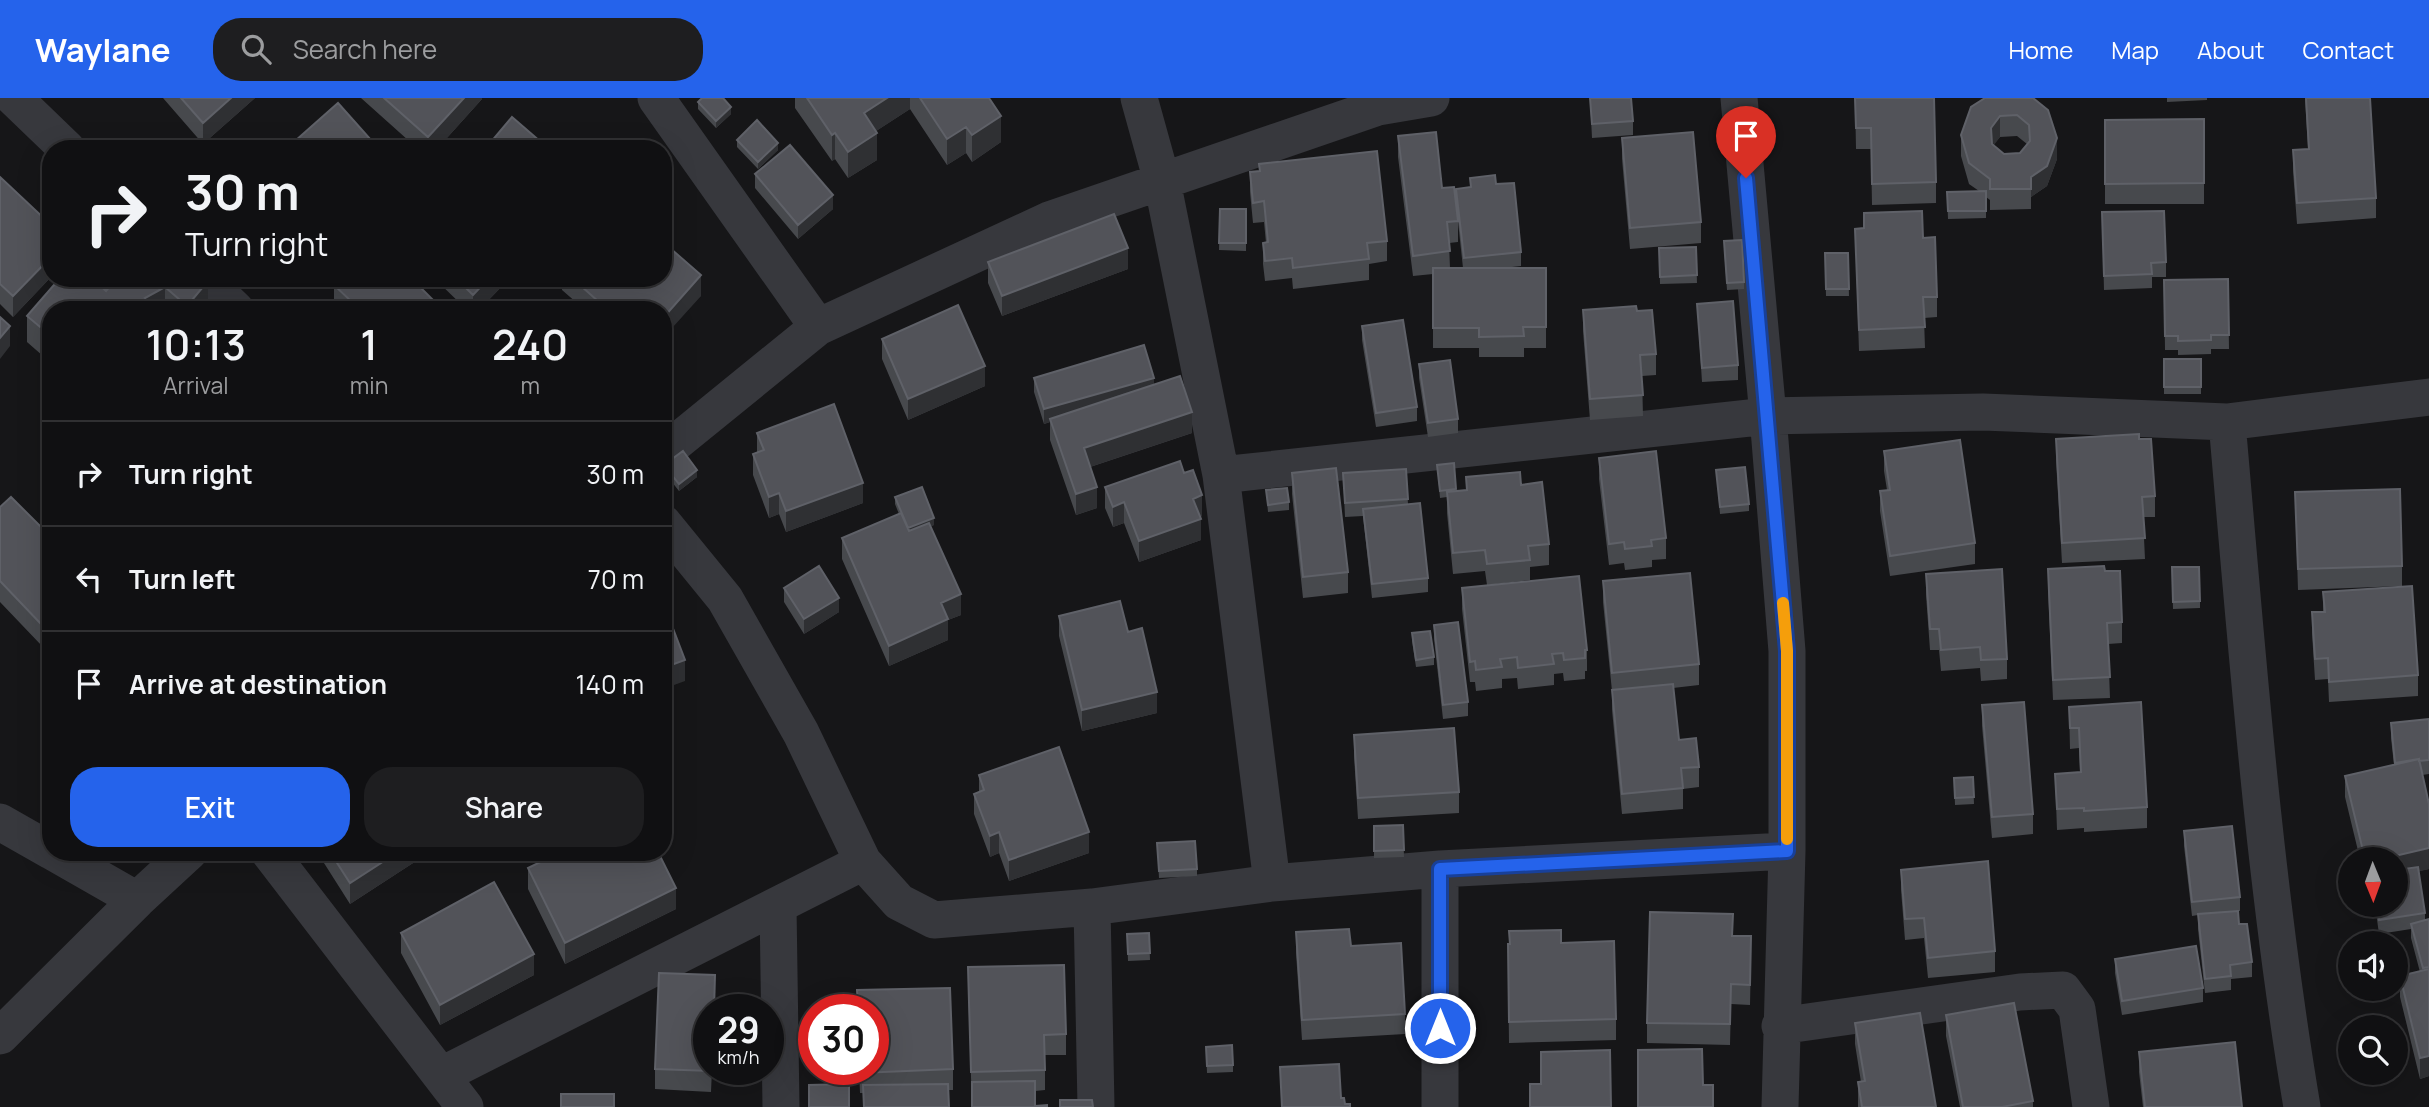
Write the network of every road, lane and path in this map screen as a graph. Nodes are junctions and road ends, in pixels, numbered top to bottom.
1 (14, 98) edge
2 (656, 98) edge
3 (1139, 98) edge
4 (1431, 98) edge
5 (1739, 98) edge
6 (58, 140) edge
7 (1162, 181) junction
8 (212, 287) edge
9 (227, 301) edge
10 (818, 327) junction
11 (2429, 397) edge
12 (1768, 416) junction
13 (2227, 422) junction
14 (672, 446) edge
15 (1222, 475) junction
16 (672, 534) edge
17 (0, 822) edge
18 (42, 845) edge
19 (1787, 851) junction
20 (69, 861) edge
21 (179, 861) edge
22 (276, 861) edge
23 (863, 862) junction
24 (1440, 869) junction
25 (1272, 883) junction
26 (137, 900) junction
27 (778, 906) junction
28 (1092, 907) junction
29 (1780, 1026) junction
30 (0, 1036) edge
31 (442, 1075) junction
32 (465, 1107) edge
33 (781, 1107) edge
34 (1096, 1107) edge
35 (1440, 1107) edge
36 (1780, 1107) edge
37 (2091, 1107) edge
38 (2302, 1107) edge

1 - 6 street
2 - 10 street
3 - 7 street
4 - 7 street
5 - 12 street
7 - 10 street
7 - 15 street
8 - 9 street
10 - 14 street
11 - 13 street
12 - 13 street
12 - 15 street
12 - 19 street
13 - 38 street
15 - 25 street
16 - 23 street
17 - 18 street
19 - 24 street
19 - 29 street
20 - 26 street
21 - 26 street
22 - 31 street
23 - 27 street
23 - 28 street
24 - 25 street
24 - 35 street
25 - 28 street
26 - 30 street
27 - 31 street
27 - 33 street
28 - 34 street
29 - 36 street
29 - 37 street
31 - 32 street

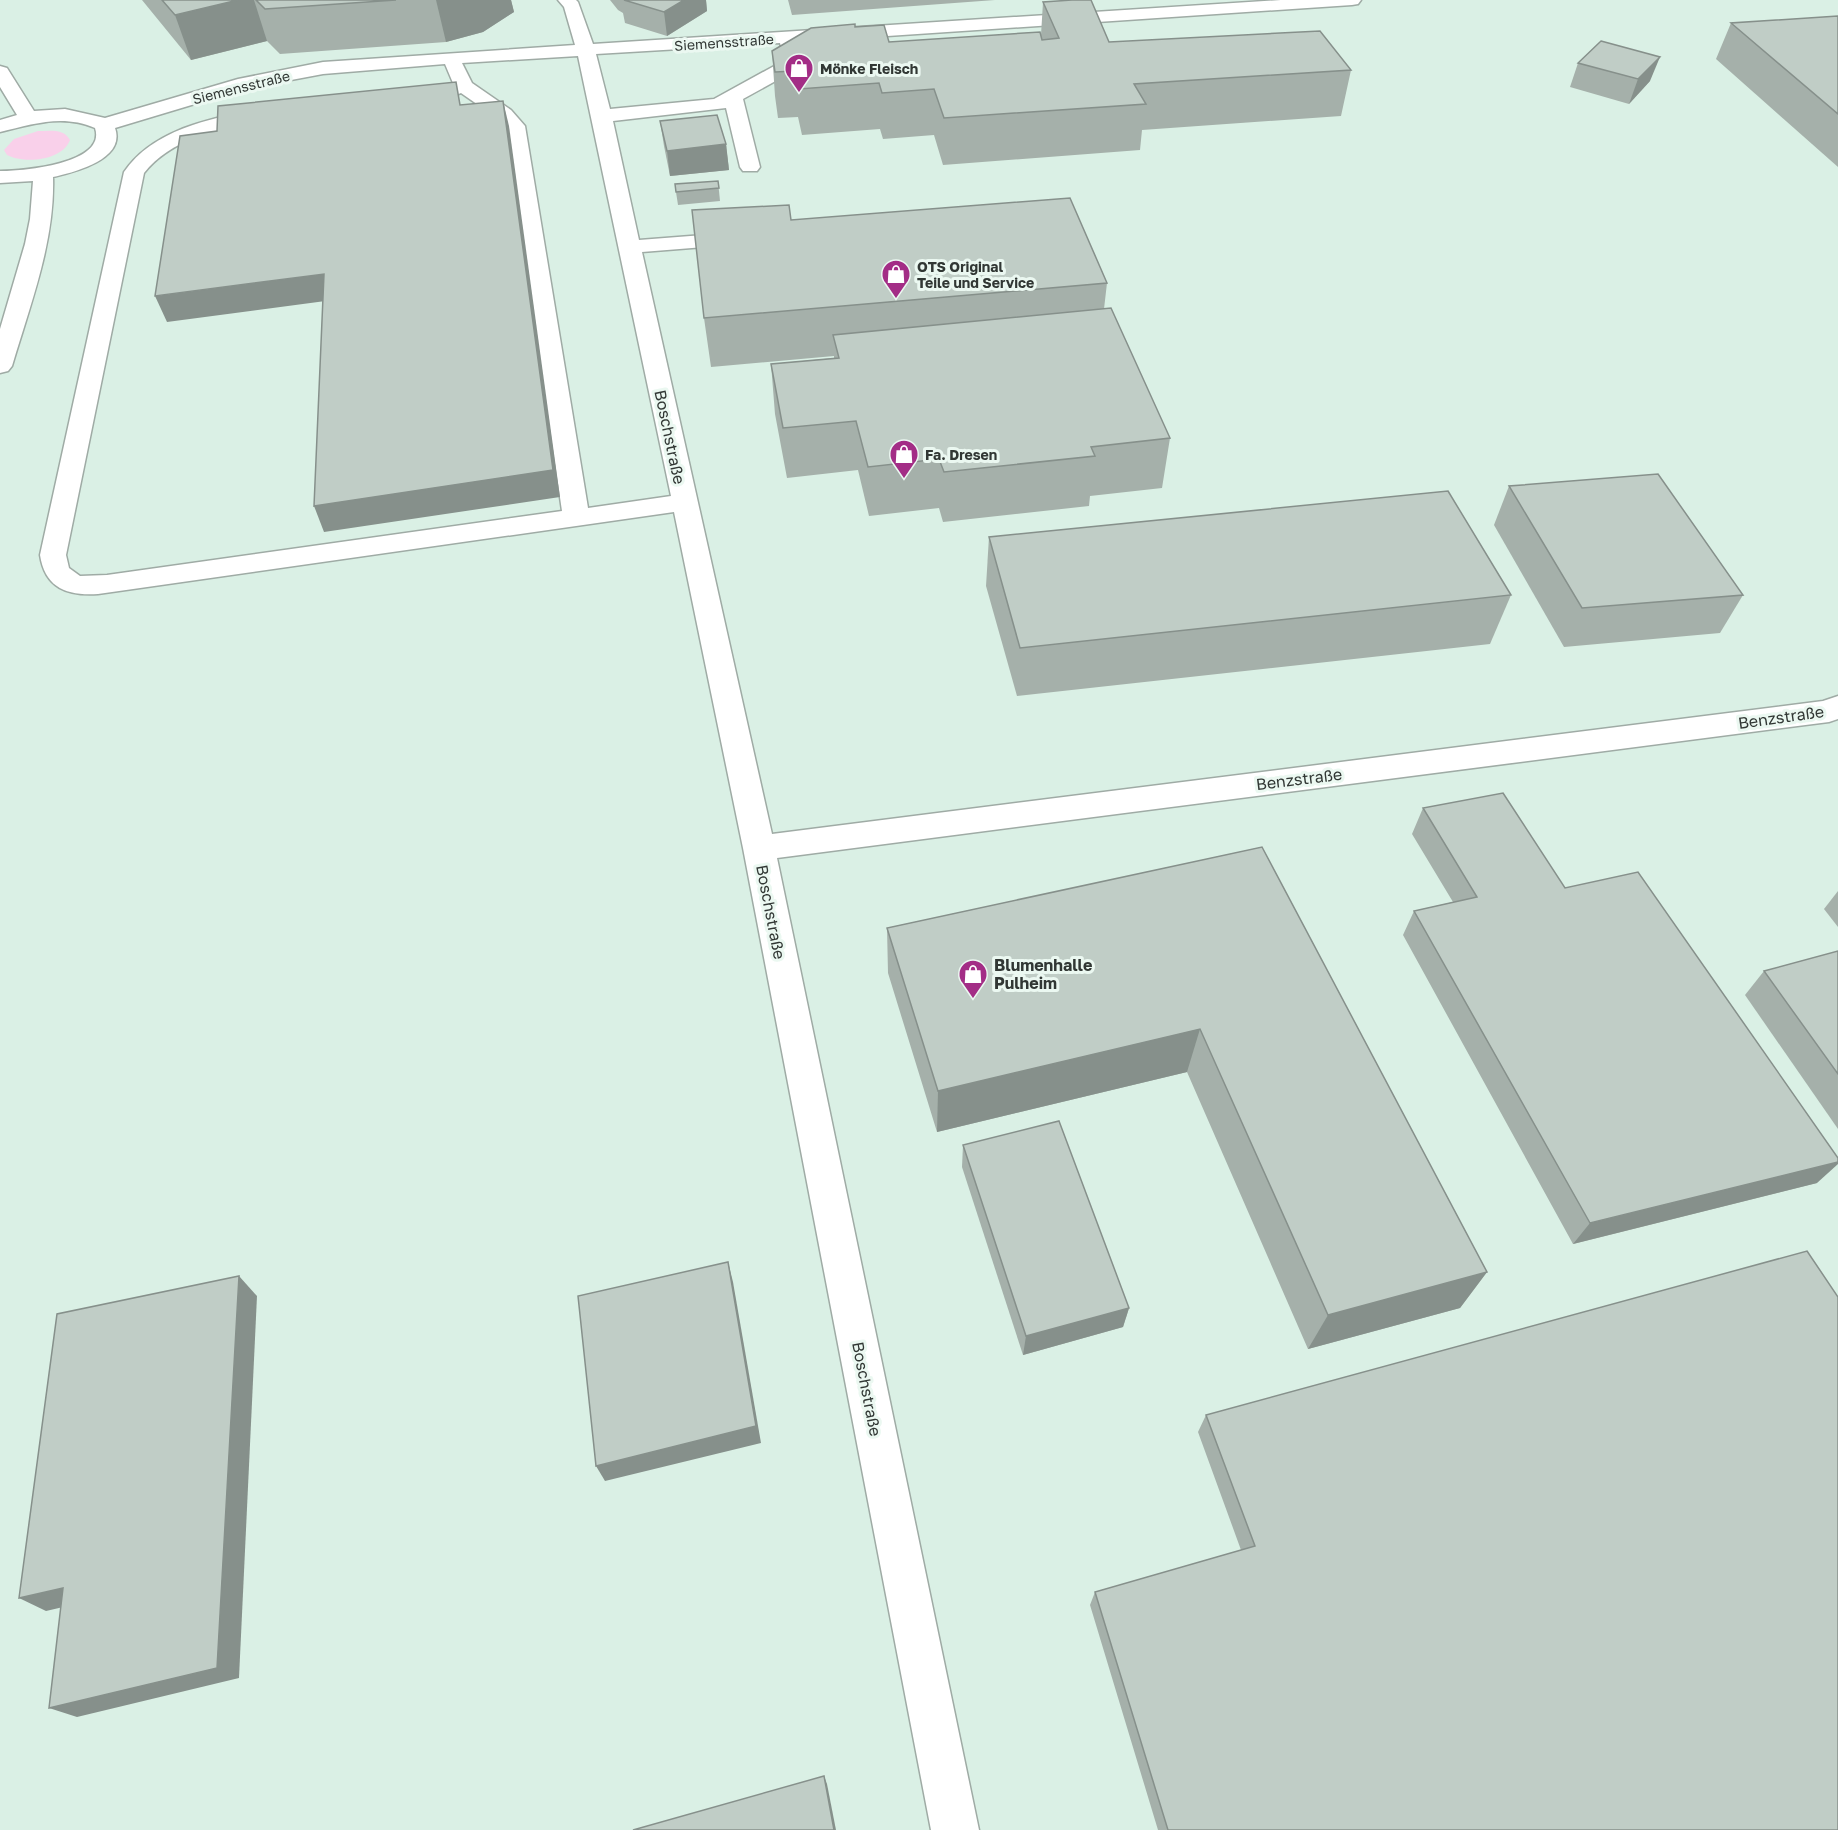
..........
Action item. Print every entry above again, exactly as written. Leave the images out.

The answer.
Write the network of every road, lane and path in this map screen as a graph. Nodes are junctions and road ends, in pixels, numbered top to bottom.
1 (14, 98) edge
2 (656, 98) edge
3 (1139, 98) edge
4 (1431, 98) edge
5 (1739, 98) edge
6 (58, 140) edge
7 (1162, 181) junction
8 (212, 287) edge
9 (227, 301) edge
10 (818, 327) junction
11 (2429, 397) edge
12 (1768, 416) junction
13 (2227, 422) junction
14 (672, 446) edge
15 (1222, 475) junction
16 (672, 534) edge
17 (0, 822) edge
18 (42, 845) edge
19 (1787, 851) junction
20 (69, 861) edge
21 (179, 861) edge
22 (276, 861) edge
23 (863, 862) junction
24 (1440, 869) junction
25 (1272, 883) junction
26 (137, 900) junction
27 (778, 906) junction
28 (1092, 907) junction
29 (1780, 1026) junction
30 (0, 1036) edge
31 (442, 1075) junction
32 (465, 1107) edge
33 (781, 1107) edge
34 (1096, 1107) edge
35 (1440, 1107) edge
36 (1780, 1107) edge
37 (2091, 1107) edge
38 (2302, 1107) edge

1 - 6 street
2 - 10 street
3 - 7 street
4 - 7 street
5 - 12 street
7 - 10 street
7 - 15 street
8 - 9 street
10 - 14 street
11 - 13 street
12 - 13 street
12 - 15 street
12 - 19 street
13 - 38 street
15 - 25 street
16 - 23 street
17 - 18 street
19 - 24 street
19 - 29 street
20 - 26 street
21 - 26 street
22 - 31 street
23 - 27 street
23 - 28 street
24 - 25 street
24 - 35 street
25 - 28 street
26 - 30 street
27 - 31 street
27 - 33 street
28 - 34 street
29 - 36 street
29 - 37 street
31 - 32 street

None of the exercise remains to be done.